• Work item
Your task is to show every line in the listing below that includes "Proppstraße".

• Available records
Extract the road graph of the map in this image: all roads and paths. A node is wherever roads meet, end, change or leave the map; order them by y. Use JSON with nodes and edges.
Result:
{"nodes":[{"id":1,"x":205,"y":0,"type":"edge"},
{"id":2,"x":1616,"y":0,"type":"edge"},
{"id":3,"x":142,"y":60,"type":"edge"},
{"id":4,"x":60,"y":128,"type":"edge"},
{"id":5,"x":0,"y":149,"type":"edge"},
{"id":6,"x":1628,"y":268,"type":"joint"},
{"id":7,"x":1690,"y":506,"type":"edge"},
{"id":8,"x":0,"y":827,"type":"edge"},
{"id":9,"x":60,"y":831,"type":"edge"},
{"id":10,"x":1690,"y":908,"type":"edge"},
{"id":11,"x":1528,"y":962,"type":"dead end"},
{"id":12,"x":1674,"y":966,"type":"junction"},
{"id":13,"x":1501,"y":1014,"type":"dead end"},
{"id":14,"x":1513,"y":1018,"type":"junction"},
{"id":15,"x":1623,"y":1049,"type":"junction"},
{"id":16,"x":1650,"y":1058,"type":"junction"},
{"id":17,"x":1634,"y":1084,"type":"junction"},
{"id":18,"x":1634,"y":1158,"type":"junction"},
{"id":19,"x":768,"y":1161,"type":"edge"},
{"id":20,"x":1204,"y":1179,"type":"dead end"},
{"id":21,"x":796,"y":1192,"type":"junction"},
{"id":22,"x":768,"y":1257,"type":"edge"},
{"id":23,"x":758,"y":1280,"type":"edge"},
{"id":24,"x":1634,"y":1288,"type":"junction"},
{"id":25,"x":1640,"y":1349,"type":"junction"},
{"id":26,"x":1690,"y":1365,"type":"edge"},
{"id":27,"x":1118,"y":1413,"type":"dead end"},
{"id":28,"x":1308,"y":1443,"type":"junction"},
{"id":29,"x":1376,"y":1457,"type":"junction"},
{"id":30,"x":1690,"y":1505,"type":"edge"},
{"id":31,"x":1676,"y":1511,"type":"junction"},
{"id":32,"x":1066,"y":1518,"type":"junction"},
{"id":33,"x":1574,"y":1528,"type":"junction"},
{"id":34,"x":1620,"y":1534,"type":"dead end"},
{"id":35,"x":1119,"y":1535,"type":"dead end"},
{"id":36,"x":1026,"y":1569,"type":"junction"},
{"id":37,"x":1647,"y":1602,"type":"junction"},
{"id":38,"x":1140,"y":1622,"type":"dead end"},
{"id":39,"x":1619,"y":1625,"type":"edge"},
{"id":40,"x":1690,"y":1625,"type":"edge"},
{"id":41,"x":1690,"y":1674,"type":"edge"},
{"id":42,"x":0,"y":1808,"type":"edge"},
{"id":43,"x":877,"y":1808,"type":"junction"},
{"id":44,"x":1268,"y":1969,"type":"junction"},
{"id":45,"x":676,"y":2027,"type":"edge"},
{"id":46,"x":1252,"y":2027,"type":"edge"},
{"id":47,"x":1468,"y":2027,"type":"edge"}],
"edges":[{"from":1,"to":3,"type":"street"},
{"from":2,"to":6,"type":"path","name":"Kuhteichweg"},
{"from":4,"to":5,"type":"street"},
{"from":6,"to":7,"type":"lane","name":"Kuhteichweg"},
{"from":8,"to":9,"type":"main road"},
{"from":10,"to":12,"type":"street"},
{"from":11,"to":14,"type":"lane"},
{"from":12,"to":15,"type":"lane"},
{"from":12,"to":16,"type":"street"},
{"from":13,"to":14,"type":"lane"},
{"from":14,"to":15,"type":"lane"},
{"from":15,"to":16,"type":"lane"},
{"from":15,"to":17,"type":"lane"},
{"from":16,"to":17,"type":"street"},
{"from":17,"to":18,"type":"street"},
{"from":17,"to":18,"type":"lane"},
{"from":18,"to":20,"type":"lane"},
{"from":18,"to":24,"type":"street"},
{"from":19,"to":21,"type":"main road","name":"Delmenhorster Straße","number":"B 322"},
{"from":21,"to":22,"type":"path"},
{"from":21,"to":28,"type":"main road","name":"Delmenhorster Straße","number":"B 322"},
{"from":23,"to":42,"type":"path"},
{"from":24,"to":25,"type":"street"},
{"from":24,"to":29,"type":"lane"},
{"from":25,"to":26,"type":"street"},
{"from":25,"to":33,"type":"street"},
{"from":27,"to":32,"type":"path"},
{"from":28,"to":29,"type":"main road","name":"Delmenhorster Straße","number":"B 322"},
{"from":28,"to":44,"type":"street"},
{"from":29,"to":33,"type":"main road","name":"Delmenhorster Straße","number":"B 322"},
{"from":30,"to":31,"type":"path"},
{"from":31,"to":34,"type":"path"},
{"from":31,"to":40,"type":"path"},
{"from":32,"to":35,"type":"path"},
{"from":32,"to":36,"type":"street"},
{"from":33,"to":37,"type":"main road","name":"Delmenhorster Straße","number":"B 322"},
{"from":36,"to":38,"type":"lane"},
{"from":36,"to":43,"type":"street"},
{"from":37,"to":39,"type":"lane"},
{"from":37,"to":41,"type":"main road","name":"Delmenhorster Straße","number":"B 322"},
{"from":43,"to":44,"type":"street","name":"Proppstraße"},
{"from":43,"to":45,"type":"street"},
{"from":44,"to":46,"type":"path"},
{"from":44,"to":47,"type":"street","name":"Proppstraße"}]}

• Result for this task
{"from":43,"to":44,"type":"street","name":"Proppstraße"},
{"from":44,"to":47,"type":"street","name":"Proppstraße"}]}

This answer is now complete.